4. It is more important to treat his hypertension than his hyperglycemia. We are going to treat both, but if we just treated one, he would get more benefit from the control of his blood pressure than from the control of his blood sugar. Lots of studies looking at mortality and morbidity in type 2 diabetics have shown this; it is not even that controversial any more. Essential Evidence Plus (one of my favorite research sites) says: “Intensive blood pressure control and lipid lowering, along with smoking cessation, reduce complications and mortality in patients with type 2 diabetes and should be the primary treatment goals.” I will probably start with HCTZ and lisinopril in this patient, at initial doses that are unlikely to cause side effects. I do not want him to get some side effect and say “This sucks! I’m not taking this crap!”
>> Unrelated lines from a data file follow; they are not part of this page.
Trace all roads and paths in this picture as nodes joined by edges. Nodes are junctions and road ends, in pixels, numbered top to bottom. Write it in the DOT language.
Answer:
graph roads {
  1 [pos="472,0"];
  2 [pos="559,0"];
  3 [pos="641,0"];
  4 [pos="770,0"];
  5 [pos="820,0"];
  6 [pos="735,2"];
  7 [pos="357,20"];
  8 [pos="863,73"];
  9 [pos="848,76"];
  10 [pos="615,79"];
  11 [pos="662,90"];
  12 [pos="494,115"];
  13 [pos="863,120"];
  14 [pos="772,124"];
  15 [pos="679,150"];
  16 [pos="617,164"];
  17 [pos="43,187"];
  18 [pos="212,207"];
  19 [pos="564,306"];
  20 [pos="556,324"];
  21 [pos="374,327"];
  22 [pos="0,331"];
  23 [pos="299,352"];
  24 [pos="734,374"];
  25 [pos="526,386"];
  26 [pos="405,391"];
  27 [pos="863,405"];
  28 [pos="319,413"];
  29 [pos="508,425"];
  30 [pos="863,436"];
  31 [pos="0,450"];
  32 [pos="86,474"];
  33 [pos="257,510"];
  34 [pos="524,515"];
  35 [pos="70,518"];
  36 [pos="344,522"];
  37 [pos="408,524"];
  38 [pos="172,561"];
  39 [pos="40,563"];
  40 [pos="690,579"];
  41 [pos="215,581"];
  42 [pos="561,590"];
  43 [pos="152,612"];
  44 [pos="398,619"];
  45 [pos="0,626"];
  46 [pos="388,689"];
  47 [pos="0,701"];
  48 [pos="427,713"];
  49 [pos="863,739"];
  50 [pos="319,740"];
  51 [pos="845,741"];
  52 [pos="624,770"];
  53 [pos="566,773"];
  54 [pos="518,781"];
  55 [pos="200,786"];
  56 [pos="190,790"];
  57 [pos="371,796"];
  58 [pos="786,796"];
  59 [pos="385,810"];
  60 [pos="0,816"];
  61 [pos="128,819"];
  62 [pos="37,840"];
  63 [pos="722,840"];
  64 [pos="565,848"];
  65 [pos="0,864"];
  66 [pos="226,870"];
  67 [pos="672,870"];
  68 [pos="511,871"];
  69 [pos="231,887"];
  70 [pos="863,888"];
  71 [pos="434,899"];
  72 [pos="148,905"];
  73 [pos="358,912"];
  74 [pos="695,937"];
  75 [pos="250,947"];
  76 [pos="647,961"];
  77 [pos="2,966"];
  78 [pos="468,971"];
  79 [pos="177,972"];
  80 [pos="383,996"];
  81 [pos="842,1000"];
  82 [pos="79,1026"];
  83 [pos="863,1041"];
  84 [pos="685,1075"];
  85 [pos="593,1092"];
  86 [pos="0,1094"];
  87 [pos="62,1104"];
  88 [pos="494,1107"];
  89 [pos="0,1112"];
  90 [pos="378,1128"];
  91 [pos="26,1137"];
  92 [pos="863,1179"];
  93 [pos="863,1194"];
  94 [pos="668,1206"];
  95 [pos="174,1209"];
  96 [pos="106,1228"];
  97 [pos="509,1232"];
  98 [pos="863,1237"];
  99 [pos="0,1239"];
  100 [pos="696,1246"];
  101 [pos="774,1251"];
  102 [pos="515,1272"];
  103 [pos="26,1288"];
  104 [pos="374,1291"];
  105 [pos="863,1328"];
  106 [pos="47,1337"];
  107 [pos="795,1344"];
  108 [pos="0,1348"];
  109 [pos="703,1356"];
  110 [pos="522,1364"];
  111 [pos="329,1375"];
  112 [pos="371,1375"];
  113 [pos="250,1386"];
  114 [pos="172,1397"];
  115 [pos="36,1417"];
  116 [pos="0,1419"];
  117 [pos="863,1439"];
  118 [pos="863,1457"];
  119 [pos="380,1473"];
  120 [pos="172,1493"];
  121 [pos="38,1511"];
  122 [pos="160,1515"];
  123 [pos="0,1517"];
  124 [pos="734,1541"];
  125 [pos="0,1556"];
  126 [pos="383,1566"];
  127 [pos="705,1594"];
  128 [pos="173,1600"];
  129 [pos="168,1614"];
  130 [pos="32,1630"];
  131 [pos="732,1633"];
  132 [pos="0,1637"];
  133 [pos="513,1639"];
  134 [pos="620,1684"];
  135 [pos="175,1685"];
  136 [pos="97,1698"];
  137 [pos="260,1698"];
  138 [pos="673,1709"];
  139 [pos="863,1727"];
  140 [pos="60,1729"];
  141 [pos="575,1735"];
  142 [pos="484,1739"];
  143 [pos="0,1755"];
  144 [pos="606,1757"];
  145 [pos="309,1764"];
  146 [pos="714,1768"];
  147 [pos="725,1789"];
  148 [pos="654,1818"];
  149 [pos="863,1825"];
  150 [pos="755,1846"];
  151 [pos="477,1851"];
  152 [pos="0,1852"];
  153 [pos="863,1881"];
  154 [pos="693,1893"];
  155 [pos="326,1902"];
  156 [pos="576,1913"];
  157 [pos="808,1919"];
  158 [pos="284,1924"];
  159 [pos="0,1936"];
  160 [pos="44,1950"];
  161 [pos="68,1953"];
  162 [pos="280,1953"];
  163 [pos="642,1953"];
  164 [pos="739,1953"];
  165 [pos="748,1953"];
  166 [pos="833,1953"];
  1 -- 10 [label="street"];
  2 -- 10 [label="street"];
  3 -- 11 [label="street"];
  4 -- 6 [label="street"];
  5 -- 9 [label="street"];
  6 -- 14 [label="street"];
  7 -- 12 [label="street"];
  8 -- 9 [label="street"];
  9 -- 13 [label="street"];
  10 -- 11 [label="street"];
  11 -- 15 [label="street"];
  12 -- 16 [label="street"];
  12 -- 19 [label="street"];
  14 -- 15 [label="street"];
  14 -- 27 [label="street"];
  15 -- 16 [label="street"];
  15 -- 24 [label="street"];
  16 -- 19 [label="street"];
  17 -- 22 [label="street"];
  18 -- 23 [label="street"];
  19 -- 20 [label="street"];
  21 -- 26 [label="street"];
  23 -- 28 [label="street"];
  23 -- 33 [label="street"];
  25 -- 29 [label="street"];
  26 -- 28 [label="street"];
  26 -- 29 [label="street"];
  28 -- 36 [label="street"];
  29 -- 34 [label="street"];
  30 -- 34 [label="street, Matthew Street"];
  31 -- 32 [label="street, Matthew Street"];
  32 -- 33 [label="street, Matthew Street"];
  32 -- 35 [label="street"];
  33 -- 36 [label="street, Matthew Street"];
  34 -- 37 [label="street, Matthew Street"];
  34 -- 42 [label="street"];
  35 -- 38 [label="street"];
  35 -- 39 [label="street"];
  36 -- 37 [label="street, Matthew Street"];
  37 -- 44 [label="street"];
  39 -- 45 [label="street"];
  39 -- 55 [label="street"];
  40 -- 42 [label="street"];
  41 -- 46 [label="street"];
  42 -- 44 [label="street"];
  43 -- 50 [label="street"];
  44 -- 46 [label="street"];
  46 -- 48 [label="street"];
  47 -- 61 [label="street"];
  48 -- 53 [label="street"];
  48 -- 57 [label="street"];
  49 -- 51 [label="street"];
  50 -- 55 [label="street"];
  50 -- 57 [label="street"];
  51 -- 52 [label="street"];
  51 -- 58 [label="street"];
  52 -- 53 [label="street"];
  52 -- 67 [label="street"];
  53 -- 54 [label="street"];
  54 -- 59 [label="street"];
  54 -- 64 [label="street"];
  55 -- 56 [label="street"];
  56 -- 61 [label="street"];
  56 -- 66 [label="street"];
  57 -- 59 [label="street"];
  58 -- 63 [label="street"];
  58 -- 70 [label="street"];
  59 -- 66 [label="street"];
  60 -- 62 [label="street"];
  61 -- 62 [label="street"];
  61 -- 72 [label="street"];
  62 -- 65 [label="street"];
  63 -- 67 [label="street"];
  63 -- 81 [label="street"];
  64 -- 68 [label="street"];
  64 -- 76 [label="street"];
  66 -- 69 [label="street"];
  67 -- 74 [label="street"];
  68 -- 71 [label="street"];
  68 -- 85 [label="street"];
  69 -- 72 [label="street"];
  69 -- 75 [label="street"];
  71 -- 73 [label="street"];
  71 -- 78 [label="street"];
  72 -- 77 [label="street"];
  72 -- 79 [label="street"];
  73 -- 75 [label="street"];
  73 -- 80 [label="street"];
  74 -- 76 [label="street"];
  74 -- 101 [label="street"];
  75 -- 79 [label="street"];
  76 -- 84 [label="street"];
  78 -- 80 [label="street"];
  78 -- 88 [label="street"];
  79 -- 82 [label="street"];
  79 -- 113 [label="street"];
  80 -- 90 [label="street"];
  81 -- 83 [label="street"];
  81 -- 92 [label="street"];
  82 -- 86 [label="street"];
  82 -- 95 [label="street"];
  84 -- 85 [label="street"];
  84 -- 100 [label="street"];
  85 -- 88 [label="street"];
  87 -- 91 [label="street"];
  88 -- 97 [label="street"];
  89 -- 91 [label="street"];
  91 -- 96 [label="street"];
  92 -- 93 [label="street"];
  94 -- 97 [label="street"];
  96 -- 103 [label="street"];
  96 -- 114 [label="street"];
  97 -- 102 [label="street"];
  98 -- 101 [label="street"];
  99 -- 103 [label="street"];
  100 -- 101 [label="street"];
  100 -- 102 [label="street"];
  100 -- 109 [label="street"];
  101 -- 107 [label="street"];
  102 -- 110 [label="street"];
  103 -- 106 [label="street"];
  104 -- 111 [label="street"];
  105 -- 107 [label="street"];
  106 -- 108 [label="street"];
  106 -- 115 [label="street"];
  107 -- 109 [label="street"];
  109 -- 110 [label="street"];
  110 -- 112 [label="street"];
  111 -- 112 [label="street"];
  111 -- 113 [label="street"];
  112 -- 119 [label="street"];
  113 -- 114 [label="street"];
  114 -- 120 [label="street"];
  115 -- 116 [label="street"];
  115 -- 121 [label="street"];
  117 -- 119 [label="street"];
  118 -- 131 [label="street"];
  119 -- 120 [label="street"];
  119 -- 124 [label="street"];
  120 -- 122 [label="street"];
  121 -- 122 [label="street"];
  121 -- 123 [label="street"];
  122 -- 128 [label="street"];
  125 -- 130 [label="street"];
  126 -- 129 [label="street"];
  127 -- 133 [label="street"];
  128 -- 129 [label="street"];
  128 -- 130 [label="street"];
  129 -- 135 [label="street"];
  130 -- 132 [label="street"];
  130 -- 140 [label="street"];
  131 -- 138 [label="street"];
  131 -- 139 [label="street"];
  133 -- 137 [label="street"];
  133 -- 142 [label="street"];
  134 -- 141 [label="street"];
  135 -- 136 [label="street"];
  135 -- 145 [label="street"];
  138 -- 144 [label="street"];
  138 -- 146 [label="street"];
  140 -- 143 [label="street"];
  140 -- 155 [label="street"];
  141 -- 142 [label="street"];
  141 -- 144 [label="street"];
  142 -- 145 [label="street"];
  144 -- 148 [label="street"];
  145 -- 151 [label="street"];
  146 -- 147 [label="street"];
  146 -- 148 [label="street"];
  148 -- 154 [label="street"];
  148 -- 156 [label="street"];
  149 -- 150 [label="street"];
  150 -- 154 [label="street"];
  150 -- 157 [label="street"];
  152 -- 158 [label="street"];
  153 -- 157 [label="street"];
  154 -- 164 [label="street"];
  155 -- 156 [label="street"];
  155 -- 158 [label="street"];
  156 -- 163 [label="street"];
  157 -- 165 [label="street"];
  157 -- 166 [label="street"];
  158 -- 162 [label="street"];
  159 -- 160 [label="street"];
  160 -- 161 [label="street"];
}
5. The single most important diabetic medication this patient should be on is metformin. This is the only medication that has been shown to reduce mortality and morbidity in Type 2 diabetics. Essential Evidence again: “Metformin lowers all-cause mortality independent of glycemic control; similar mortality benefits have not yet been demonstrated for insulin or the other hypoglycemic agents.” However, if you prescribe metformin at high doses right off the bat (say 1000mg BID), it very commonly causes diarrhea and GI upset and then patients will refuse to take it. We should begin at 500 q Day and then increase by 500 a day every week or even two weeks until we get to 1000 mg BID.
6. This patient most likely should be on insulin, as well, not an oral hypoglycemic. Early on in the course of Type 2 diabetes, patients have abnormally high levels of insulin as their own pancreatic Beta cells try (and fail) to keep up with the carbohydrate load these patients eat. Eventually, over many years, the Beta cells burn themselves out and die. At that point, endogenous insulin levels fall below those produced by non-diabetics. This is the so-called “Type 1 1/2 Diabetes.” This patient has had untreated diabetes for many years and his excessively high blood sugars indicate that he is well into the late stages of his disease. Oral hypoglycemics will flog his Beta cells, of course, but since most of his Beta cells are probably dead, it likely will not do much good. He is at the insulin stage. The trick will be getting him to accept this therapy. I would start with Lantus (because that is what we use at our facility, other long acting agents would be fine, as well). We then would adjust his insulin–and continue our teaching–every 2-3 days while we have him.
7. He should have his lipids checked and he should be screened for other potential diabetic complications, like kidney disease. We can do this at the jail if he stays with us long enough or we can defer this to the outside practitioner if his stay with us is short.
This case highlights one reason I so like correctional medicine. We often have the opportunity, as in this patient, to make a real difference in our patients’ lives.